Jamás he estado en un piso 13. No es que los evada, sencillamente no he tenido el honor. He estado en varios décimo terceros pisos e, incluso, he subido 13 pisos de escaleras para toparme, sin aliento, con el piso 14 o el 12-A. Es curioso que a pesar de encontrarse a 13 pisos del suelo no lleven el símbolo numérico correspondiente. En sentido estricto, siguen siendo el décimo tercer piso. Pero así funciona la superstición: las ganas de creer rebasan, sin reserva, cualquier evidencia. Ya en funcionamiento alguna superstición, poco importa que sean profecías aterradoras, lo crucial es que todo tenga un porqué. Los supersticiosos prefieren un mundo lleno de malos augurios que cualquier hueco en la trama.
El número 13, en tanto signo, surge para representar una cantidad numérica. Son obviedades, claro, pero hay pocas cosas tan pasadas por alto como una obviedad. Cuando hay 13 cosas de cualquier índole (13 huevos, por ejemplo, con uno de ellos rompiendo la acostumbrada docena) se les nombra con el número 13. Lo peculiar es que, con el tiempo, las leyendas acumuladas y las tantas patologías que enreda la civilización, sea el signo y no la cantidad lo que se niegue en edificios. Y, por supuesto, también en asientos de aviones, autos de Fórmula 1 o hasta, se supone, el Office 13 que Microsoft no lanzará, saltándose directo al 14. En otras palabras, este sobregiro simbólico rebasa lo concreto. Como si pasando el 12, ese mismo 12 que impusieron los antiguos romanos a los meses (aunque diciembre siga refiriéndose al décimo y no al décimo segundo), hubiese un abismo.

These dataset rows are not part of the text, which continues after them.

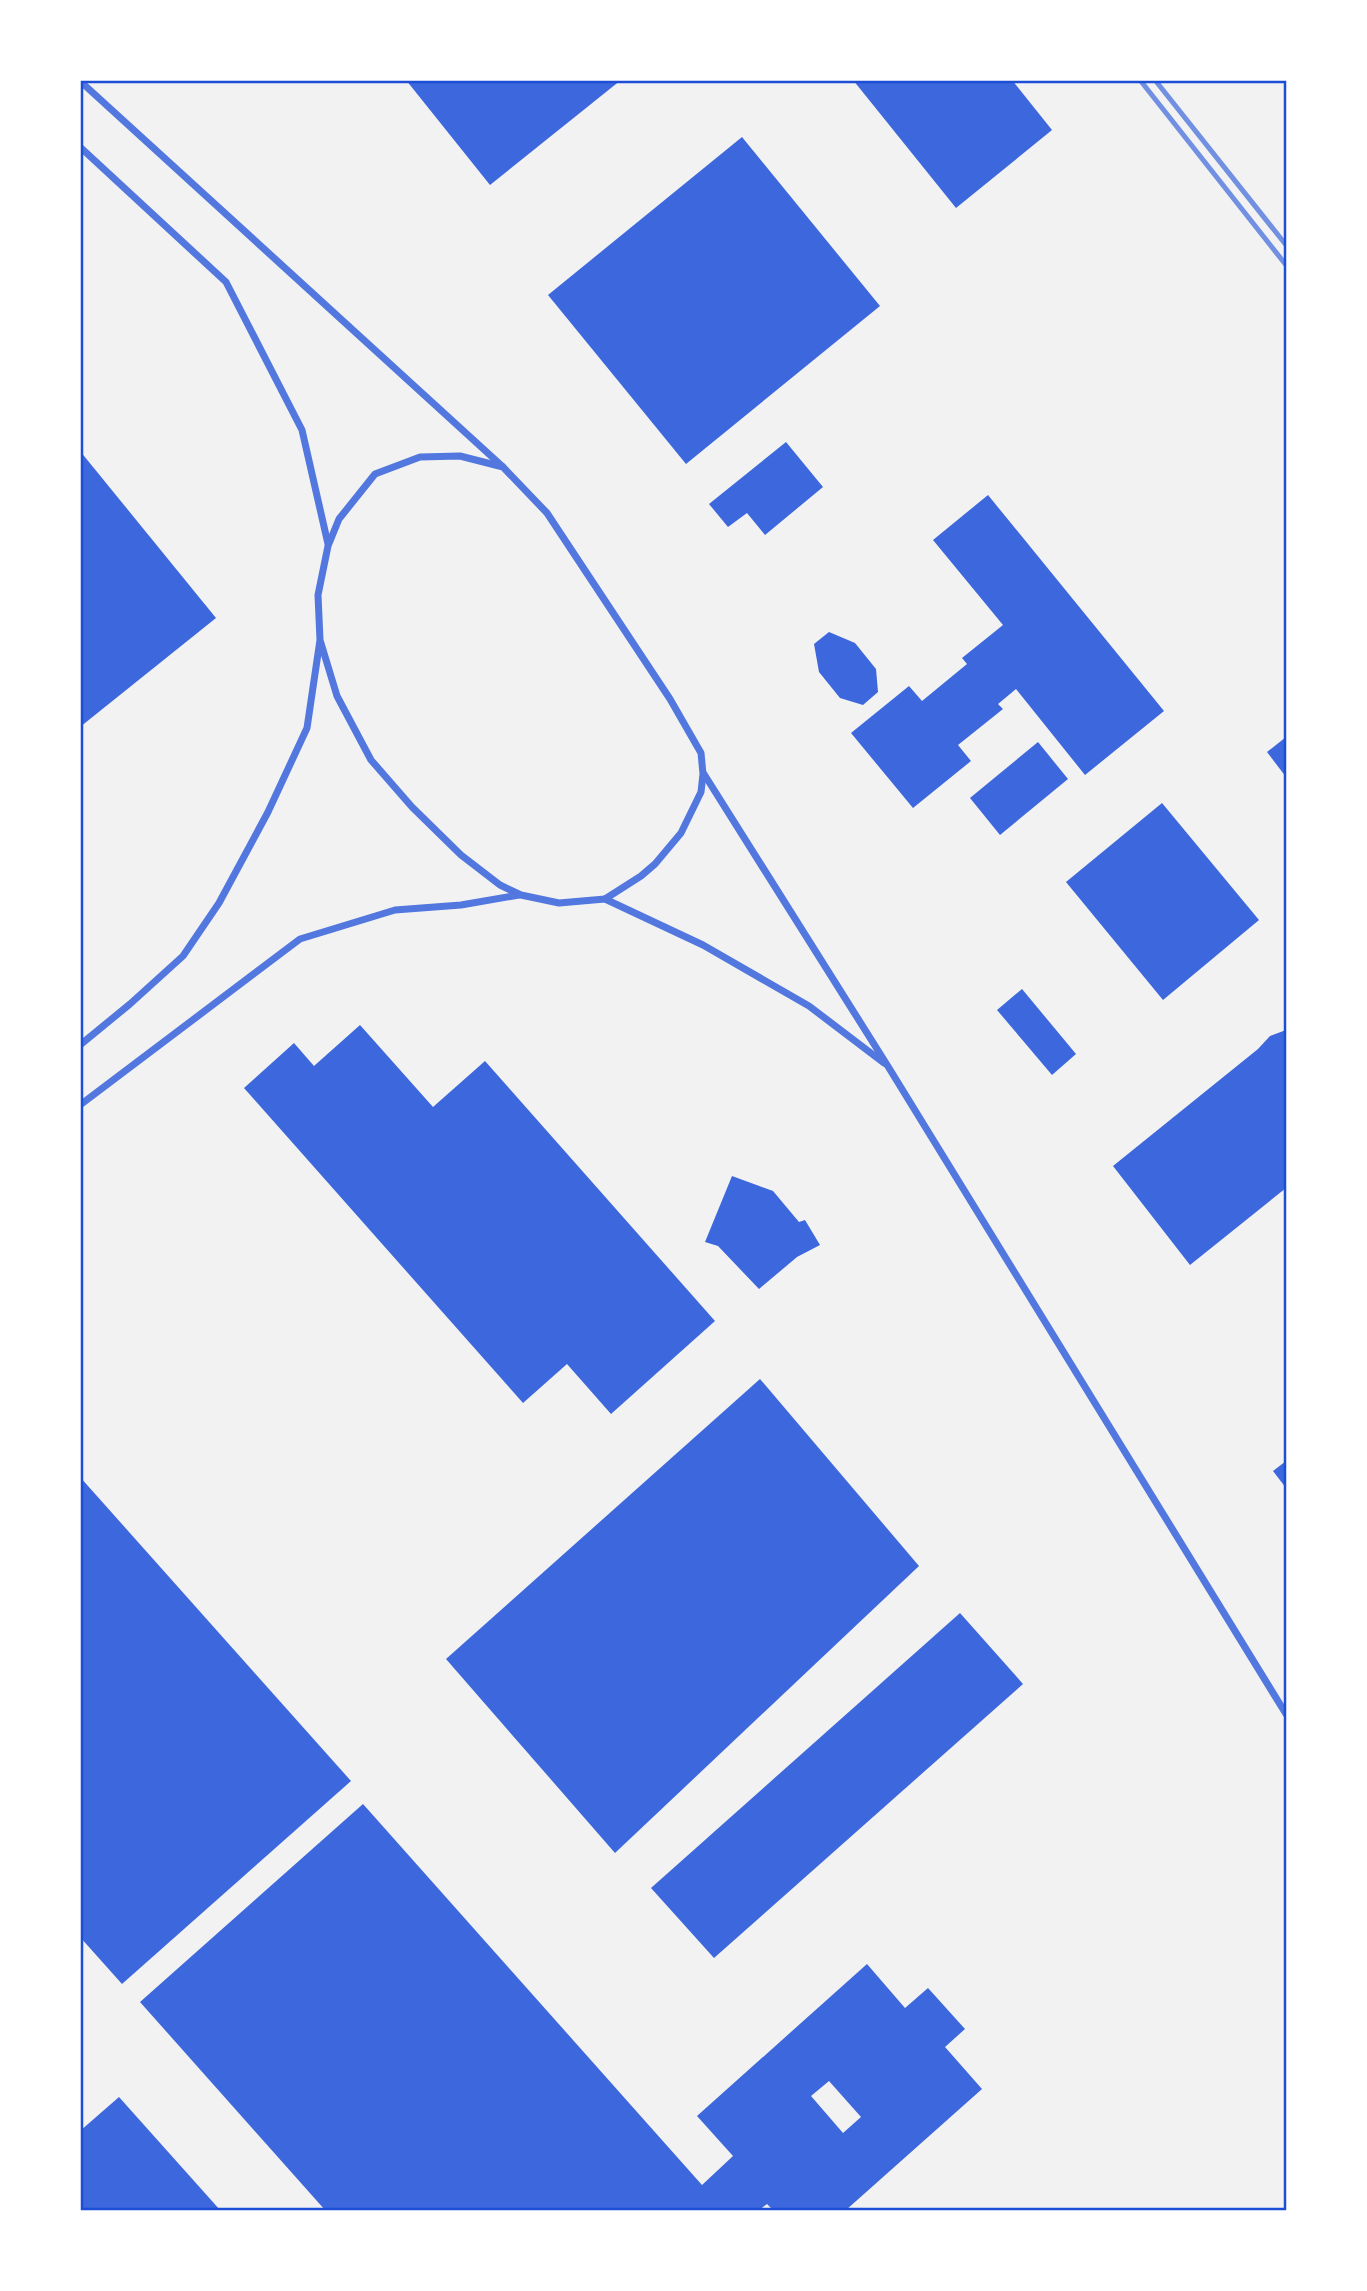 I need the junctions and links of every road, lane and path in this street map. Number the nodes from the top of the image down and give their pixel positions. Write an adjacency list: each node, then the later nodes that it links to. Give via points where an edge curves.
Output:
1 (80, 81): 3 (street)
2 (80, 147): 4 (street, via 226,282 302,430)
3 (503, 467): 4 (street, via 460,456 420,457 376,474 339,519); 6 (street, via 547,513 670,699 701,753)
4 (328, 546): 5 (street, via 318,595)
5 (320, 640): 7 (street, via 337,696 371,760 461,855 500,886); 9 (street, via 307,728 268,813 219,902 183,956)
6 (703, 774): 8 (street, via 701,792 681,833 648,870); 10 (street)
7 (521, 895): 8 (street, via 559,903); 11 (street, via 395,911 300,939)
8 (605, 900): 10 (street, via 703,945 808,1006)
9 (80, 1045)
10 (889, 1068): 12 (street)
11 (80, 1105)
12 (1286, 1714) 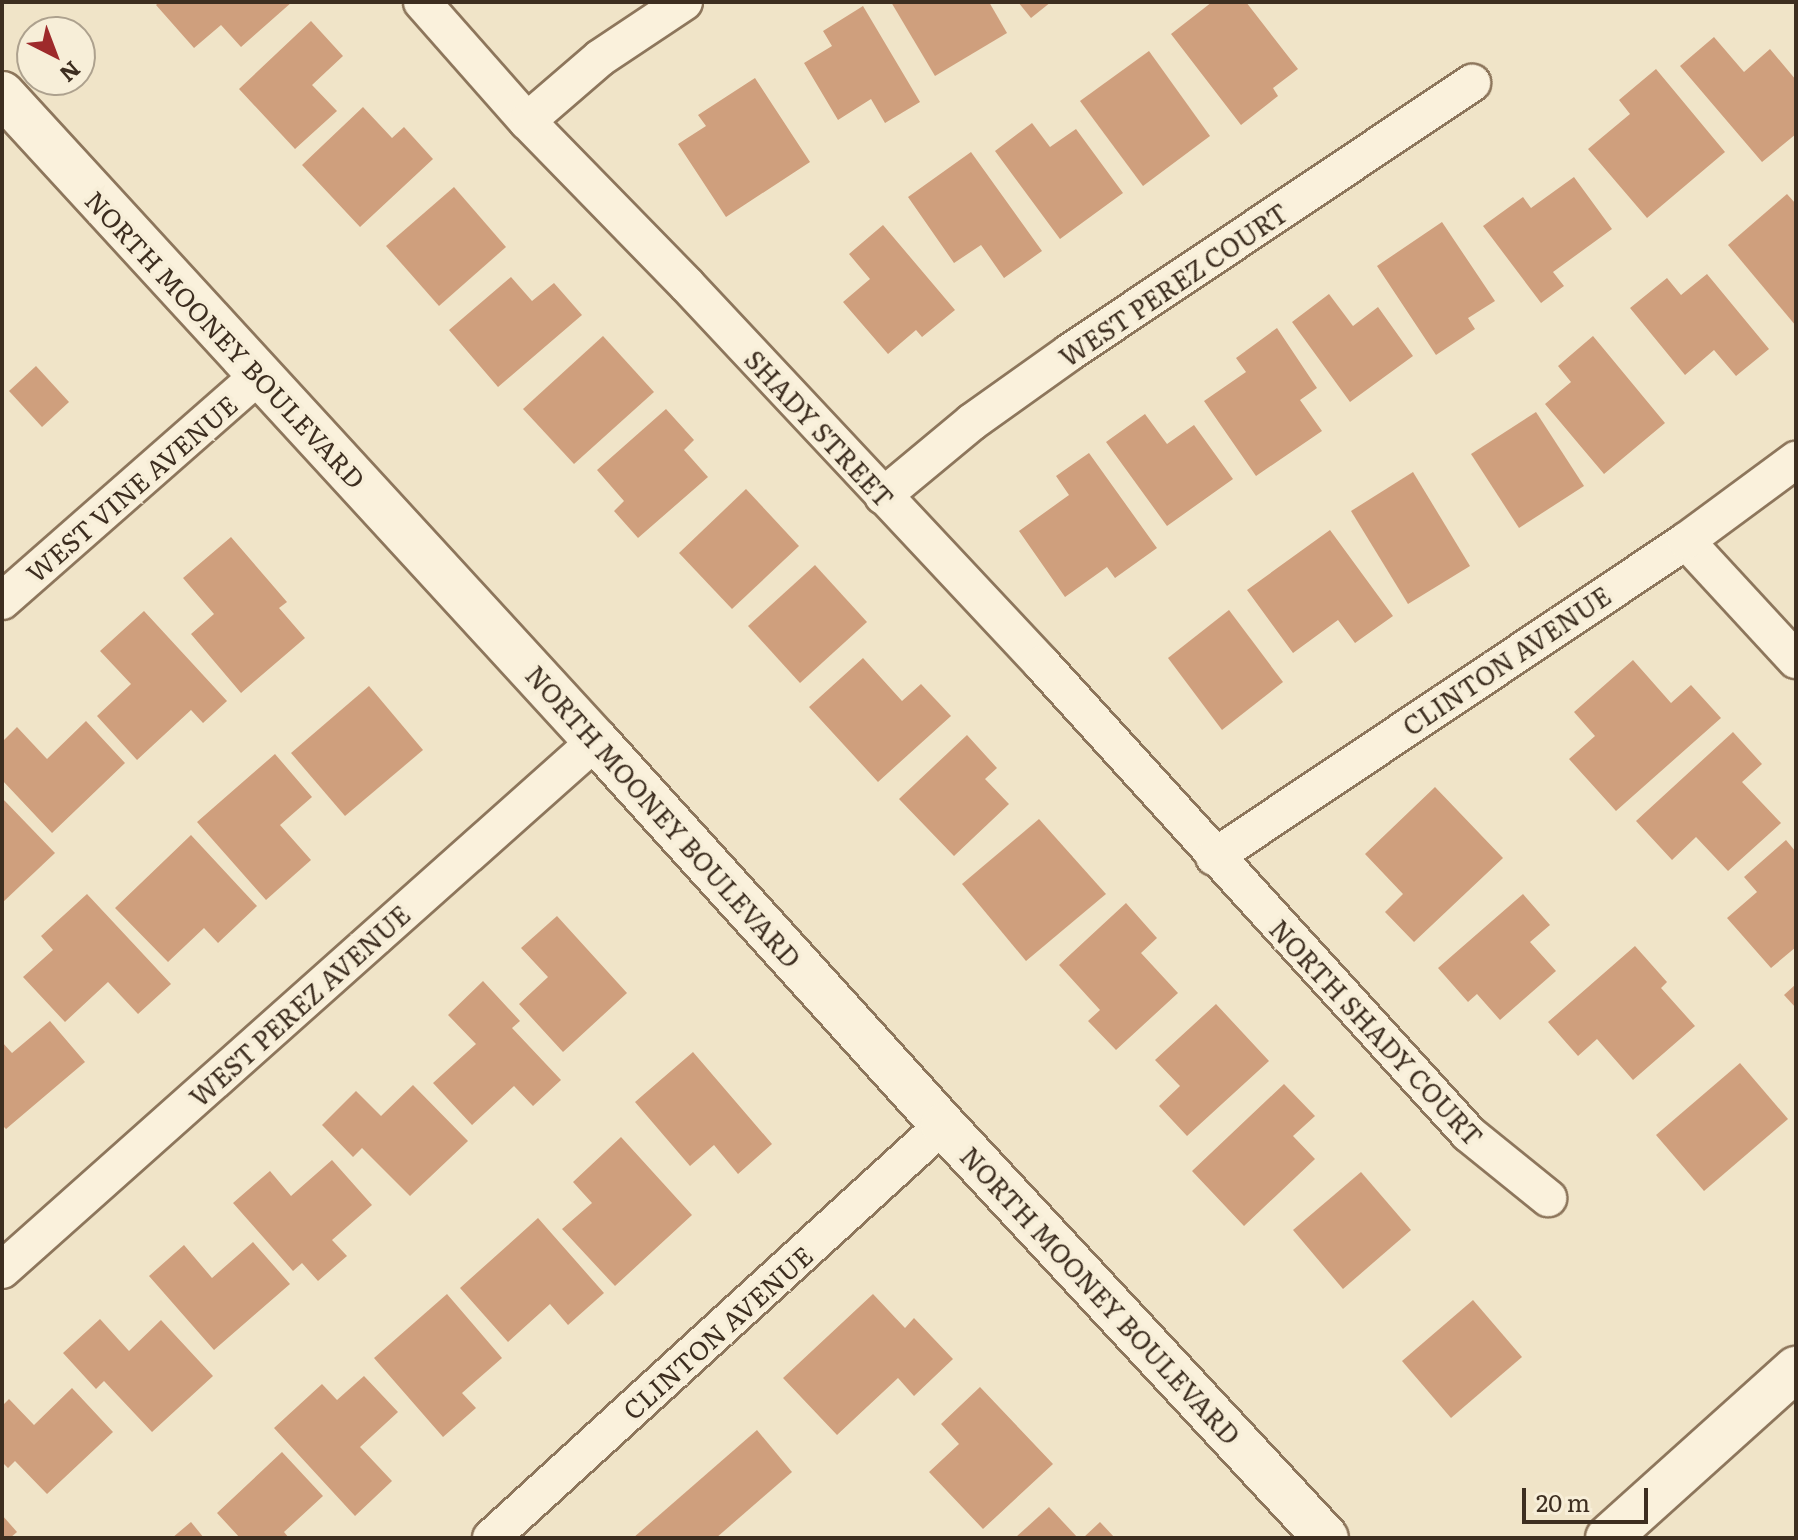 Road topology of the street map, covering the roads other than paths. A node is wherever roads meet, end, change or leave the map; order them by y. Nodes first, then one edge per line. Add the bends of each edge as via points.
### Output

Es como un mal viaje de LSD a la Dan Brown. Se persigue un símbolo tras otro, para llegar a resolver una trama que bien podría haber prescindido de toda la faena de pistas y criptogramas. El regodeo simbólico como placer por sí mismo. (Y vaya que respeto más a Brown, como autor, best seller y demás, que a los tantos autores sofisticados que hacen lo mismo, pero haciéndose los interesantes, como si ellos mismos fueran la pista o el Santo Grial. Además, sus obras no suelen verse en pantalla grande con Audrey Tautou).

Pero así como nunca he estado en un piso 13, tampoco viví en Los Ángeles en los años 1930. Y podría morir tranquilo tanto si lo hiciese como si no. Pero ahí donde no he estado, el cine hace su casa. El piso 13 (Columbia Pictures, 1999) fue una de esas tantas cintas de cambio de milenio (del 20 al 21) que intentaron lidiar con la angustia sobre el estatus de la realidad. La virtualidad iba en auge, haciendo añicos la idea de que la realidad no podía ser imitada, o acaso ya una imitación. Películas como Matrix, Exiztenz, Nirvana o hasta Total Recall tocan esa entonces dicotomía de realidad/virtualidad. En El piso 13, dirigida por Josef Rusnak, el espacio que lleva el nombre de la cinta es el centro de operaciones de un simulador de realidad virtual. Dicho aparato se encontraba en el futuro cercano, pero por pura nostalgia simulaba la más cruda realidad de Los Ángeles en 1937. El asunto se torna más enredoso cuando, al salir del simulador, los protagonistas se encuentran con que están, realmente, inmersos en otro simulador y así sucesivamente. Implicando que podrían estar siempre en un simulador y que a) desconocen la realidad como tal, y/o b) tal cosa (la realidad) no existe ni importa tanto.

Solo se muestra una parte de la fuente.